Ondan sonra devlet, hiç alakası olmayan Birinci Dünya Savaşı’na sokuldu...

Ve bu savaş, Osmanlı’nın tabiri caizse ölümü oldu..

Savaştan yenik çıktı, Osmanlı Devleti yok olup gitti.

Sadece bir resim kaldı..

İsim kaldıysa da Mutlakiyet yok edildi.. Ne vardı, meşrutiyet vardı, yani demokrasi(!) vardı…

Yani yeni deyimle Meşrutiyet = Demokrasi..

Ve demokrasi dedikleri nesne elbette ki liberal demokrasiydi.

Sermayeye dayalı demokrasi de bir fayda vermedi, nihayet devlet 11 yıl içerisinde yani 1909’dan 1920’lere kadar dayanabildiyse de ama heyhat!

O devletin ruhuna Fatiha okundu, batılılar tarafından “Hasta Adam” adı takıldı.

Netice itibariyle başınızı ağırtmayalım…

Sözün kısası Meşrutiyet de gitti yerine Cumhuriyet geldi.

1923’ten 1950’lere kadar Cumhuriyet, Cumhuriyet Halk Partisi’nin hegemonyasına girdi.

Ama bu süreç içerisinde, inkar ve asimilasyon dönemi başladı...

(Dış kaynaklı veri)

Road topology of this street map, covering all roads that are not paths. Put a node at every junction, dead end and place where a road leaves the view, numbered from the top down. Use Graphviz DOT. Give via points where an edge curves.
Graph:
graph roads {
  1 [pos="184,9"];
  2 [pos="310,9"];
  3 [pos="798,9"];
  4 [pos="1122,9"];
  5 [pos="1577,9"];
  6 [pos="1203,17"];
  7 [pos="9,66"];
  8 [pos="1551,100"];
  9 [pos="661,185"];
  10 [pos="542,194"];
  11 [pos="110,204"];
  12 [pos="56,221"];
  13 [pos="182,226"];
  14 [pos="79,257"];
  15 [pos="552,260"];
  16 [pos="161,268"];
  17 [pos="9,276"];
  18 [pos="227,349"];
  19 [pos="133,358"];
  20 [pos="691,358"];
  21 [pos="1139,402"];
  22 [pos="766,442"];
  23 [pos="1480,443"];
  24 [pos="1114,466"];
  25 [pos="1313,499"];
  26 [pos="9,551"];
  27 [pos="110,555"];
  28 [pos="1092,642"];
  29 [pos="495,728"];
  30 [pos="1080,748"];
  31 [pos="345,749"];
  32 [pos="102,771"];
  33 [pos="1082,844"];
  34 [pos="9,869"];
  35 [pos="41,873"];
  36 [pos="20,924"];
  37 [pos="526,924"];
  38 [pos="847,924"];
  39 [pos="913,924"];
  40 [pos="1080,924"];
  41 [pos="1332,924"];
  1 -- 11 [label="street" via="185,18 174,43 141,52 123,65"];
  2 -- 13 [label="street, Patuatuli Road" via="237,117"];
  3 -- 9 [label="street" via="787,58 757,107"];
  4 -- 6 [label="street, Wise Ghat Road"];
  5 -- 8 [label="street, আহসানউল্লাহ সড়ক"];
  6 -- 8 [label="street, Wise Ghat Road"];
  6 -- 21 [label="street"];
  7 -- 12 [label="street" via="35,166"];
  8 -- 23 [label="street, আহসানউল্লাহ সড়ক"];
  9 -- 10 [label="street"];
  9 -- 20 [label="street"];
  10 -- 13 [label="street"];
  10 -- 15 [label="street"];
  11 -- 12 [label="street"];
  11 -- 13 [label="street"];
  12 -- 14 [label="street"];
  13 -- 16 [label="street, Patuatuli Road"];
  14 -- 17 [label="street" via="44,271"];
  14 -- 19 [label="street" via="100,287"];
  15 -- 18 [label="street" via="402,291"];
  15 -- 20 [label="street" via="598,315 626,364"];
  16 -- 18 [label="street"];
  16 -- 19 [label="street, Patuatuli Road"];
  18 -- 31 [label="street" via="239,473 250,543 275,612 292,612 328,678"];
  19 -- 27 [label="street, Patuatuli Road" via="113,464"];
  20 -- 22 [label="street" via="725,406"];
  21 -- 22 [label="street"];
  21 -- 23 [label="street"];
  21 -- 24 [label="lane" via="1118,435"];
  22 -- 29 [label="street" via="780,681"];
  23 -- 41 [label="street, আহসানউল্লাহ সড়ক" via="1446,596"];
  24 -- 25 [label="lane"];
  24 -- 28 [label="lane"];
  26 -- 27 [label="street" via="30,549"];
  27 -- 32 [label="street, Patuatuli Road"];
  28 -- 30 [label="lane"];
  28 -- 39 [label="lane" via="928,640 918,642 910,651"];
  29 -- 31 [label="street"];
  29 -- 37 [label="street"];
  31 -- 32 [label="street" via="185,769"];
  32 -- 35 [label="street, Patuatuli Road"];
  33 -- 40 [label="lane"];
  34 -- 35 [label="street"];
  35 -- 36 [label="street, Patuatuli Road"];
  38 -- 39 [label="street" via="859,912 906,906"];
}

Devletle millet birbirine girdi..

Katliamlar başladı..

Devletin baskıcı hükümranları, “cumhursuz Cumhuriyeti” toplumun üzerine demoklesin kılıcı gibi hep salladı.

Asılan asıldı, kesilen kesildi, tek söz her ne kadar adı Cumhuriyet ise de müstebit bir Mutlakiyet vardı, yani tek parti dönemiydi.

Şeflik ve dipçik söz konusuydu.

Nihayettinde, 1950’de Demokrat Parti kurulduysa da, o da şekliydi...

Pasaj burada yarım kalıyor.